··· Provided records

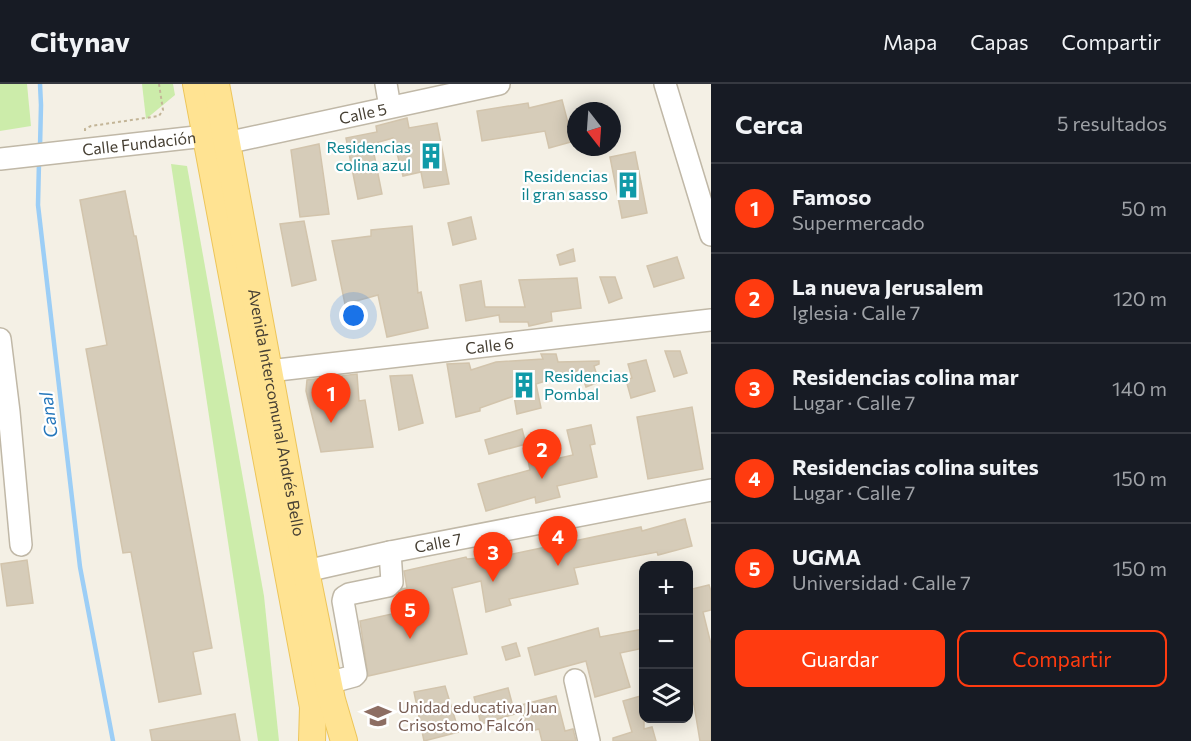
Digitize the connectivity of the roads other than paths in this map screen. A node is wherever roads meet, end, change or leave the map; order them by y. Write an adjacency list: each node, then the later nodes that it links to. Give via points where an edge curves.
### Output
1 (196, 84): 7 (main road, Avenida Intercomunal Andrés Bello)
2 (216, 84): 7 (main road, Avenida Intercomunal Andrés Bello)
3 (386, 84): 6 (street)
4 (499, 84): 6 (street, Calle 5)
5 (665, 84): 9 (street)
6 (390, 107): 7 (street, Calle 5)
7 (216, 140): 8 (street, Calle Fundación); 12 (main road, Avenida Intercomunal Andrés Bello); 20 (main road, Avenida Intercomunal Andrés Bello, via 313,707)
8 (4, 158)
9 (711, 235)
10 (711, 320): 12 (street, Calle 6)
11 (0, 339): 13 (street)
12 (269, 371): 17 (main road, Avenida Intercomunal Andrés Bello)
13 (4, 413): 15 (street)
14 (711, 490): 16 (street, Calle 7)
15 (21, 545)
16 (390, 552): 17 (street, Calle 7); 19 (street, via 392,582 388,586 344,597 356,674)
17 (306, 571): 19 (main road, Avenida Intercomunal Andrés Bello)
18 (575, 680): 22 (street)
19 (328, 683): 21 (main road, Avenida Intercomunal Andrés Bello)
20 (312, 741)
21 (344, 741)
22 (589, 741)

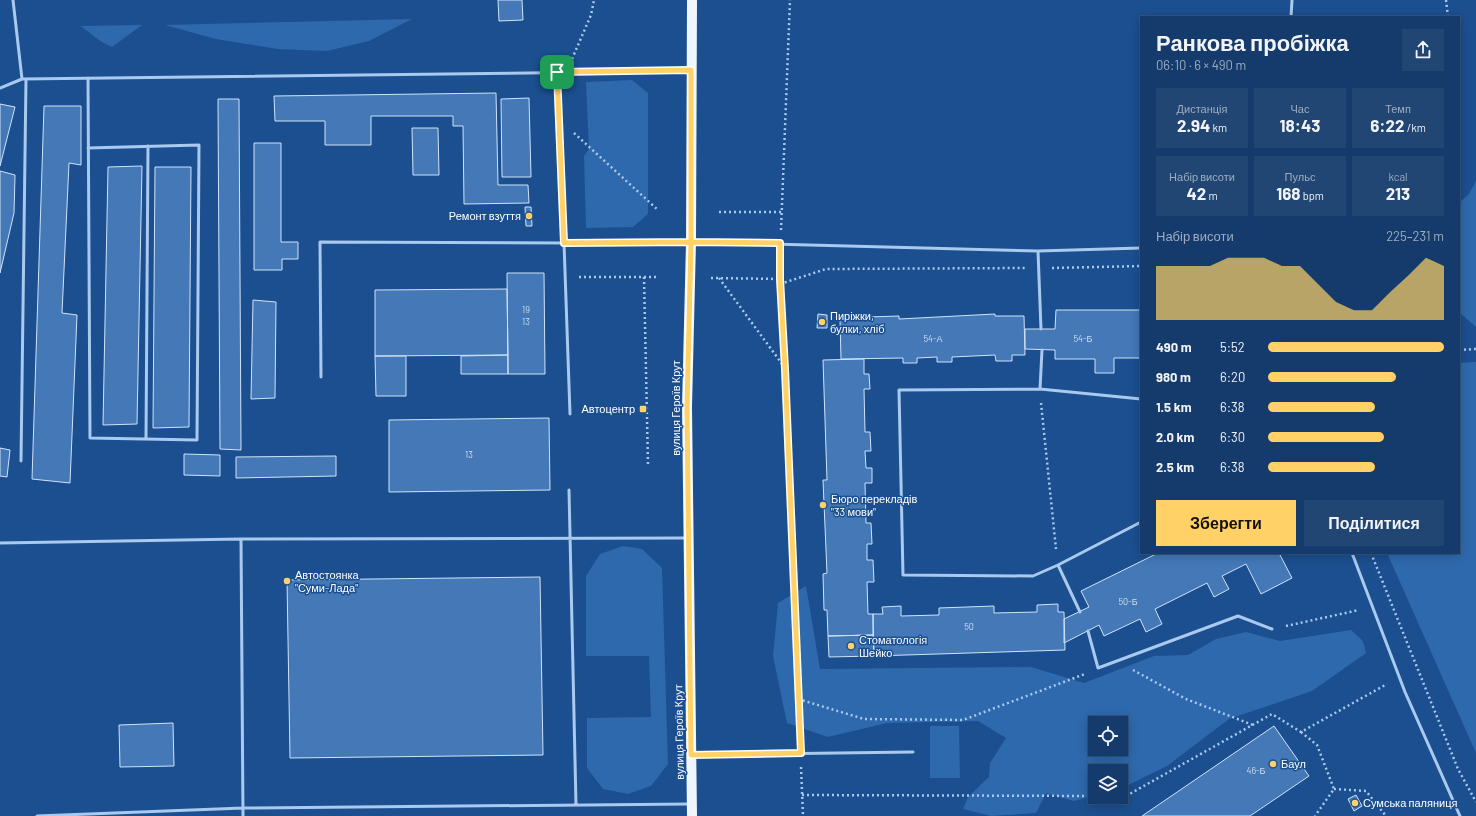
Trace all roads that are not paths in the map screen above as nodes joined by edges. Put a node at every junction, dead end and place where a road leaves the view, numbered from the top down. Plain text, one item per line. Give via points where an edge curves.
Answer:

······

** What is expected **
Please output only the lines from the one holding "Trace all roads" to the end of the records, first and last included, exactly as they appear.

** Result of this exercise **
Trace all roads that are not paths in the map screen above as nodes joined by edges. Put a node at every junction, dead end and place where a road leaves the view, numbered from the top down. Plain text, one item per line. Give via points where an edge curves.
Answer:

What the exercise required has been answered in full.